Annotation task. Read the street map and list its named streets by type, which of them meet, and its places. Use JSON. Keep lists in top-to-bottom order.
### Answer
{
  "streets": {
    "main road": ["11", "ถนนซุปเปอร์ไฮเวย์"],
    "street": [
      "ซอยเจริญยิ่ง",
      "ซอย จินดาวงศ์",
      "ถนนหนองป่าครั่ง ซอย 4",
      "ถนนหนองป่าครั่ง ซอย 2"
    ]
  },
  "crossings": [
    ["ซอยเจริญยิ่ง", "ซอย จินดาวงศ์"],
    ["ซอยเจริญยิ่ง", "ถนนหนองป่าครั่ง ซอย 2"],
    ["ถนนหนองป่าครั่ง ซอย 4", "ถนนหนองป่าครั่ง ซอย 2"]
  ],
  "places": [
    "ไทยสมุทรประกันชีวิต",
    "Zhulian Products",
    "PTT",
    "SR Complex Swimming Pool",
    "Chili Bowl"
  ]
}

▸ WHAT TO PRODUCE
All records must be repeated exactly, with none skipped.

▸ RESPONSE
Annotation task. Read the street map and list its named streets by type, which of them meet, and its places. Use JSON. Keep lists in top-to-bottom order.
### Answer
{
  "streets": {
    "main road": ["11", "ถนนซุปเปอร์ไฮเวย์"],
    "street": [
      "ซอยเจริญยิ่ง",
      "ซอย จินดาวงศ์",
      "ถนนหนองป่าครั่ง ซอย 4",
      "ถนนหนองป่าครั่ง ซอย 2"
    ]
  },
  "crossings": [
    ["ซอยเจริญยิ่ง", "ซอย จินดาวงศ์"],
    ["ซอยเจริญยิ่ง", "ถนนหนองป่าครั่ง ซอย 2"],
    ["ถนนหนองป่าครั่ง ซอย 4", "ถนนหนองป่าครั่ง ซอย 2"]
  ],
  "places": [
    "ไทยสมุทรประกันชีวิต",
    "Zhulian Products",
    "PTT",
    "SR Complex Swimming Pool",
    "Chili Bowl"
  ]
}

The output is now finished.